The “war on poverty” began with President Franklin Delano Roosevelt in the 1930s and was more overtly declared by President Lyndon Johnson in 1964.
Fifty years later, the battlefield has changed, for the Republican party’s extreme conservatives and their Tea Party allies have unfurled anti-food stamps and anti-unemployment compensation extension banners in a war not on poverty but on the impoverished. The moderate Republicans in my family are appalled.
While 1.3 million Americans, cut off from unemployment checks since Dec. 31, wait to see if the House will pass a bipartisan emergency bill to extend financial relief for them, at least one in seven Americans also are waiting in trepidation about impending food stamp cuts.
The Supplemental Nutrition Assistance Program, known as SNAP, costs nearly $80 billion a year to keep food on the table for the destitute, or as the critics in Congress who want to cut $9 billion from SNAP like to define them: “drug users, welfare queens, takers, free-loaders and lazy leeches.”
Missouri will lose $96 million SNAP benefits and impact some 915,000 Missouri food stamp recipients, who average $269 a week, including 138,804 recipients in Jackson County.
Local charities and food pantries and pantry suppliers such as Harvesters are concerned. Harvesters alone feeds 66,000 people each week in 26 area counties, including 250 to 350 families a month at the Christ United Methodist Church in Independence. That church also distributes food aid through the Community Services League.

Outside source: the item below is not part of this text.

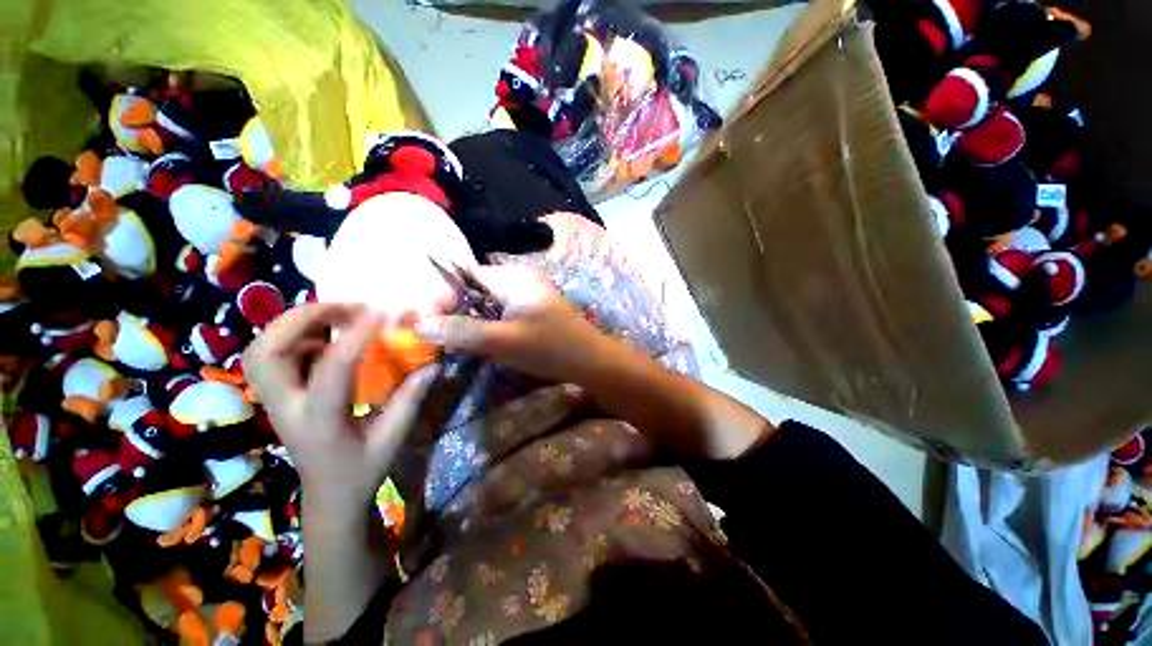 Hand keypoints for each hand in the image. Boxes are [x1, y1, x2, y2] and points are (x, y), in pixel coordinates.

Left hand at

“Food is medicine,” Massachusetts Rep. Jim McGovern, a Democrat defending SNAP, told the Associated Press. McGovern and other poverty fighters posit that cutting food stamps could worsen health and raise health costs for the poor.
Many doctors are agreeing with that scenario and are finally speaking out and lobbying Congress by warning them that cutting benefits would ensure bigger health bills, more untreated diseases, an increase in diabetes and add poorer child development.
Republicans say, find other revenue or make cuts elsewhere to assist the unemployed or the hungry. How about the $700 billion in the defense budget that exceeds the next 10 highest countries defense budgets combined.
As one unemployed worker told the media, “If receiving unemployment checks and food stamps is a desirable lifestyle, then quit your job and find out for yourself how sad, demeaning and stressful it is.”
I give you President John Adams’ toast: Independence forever.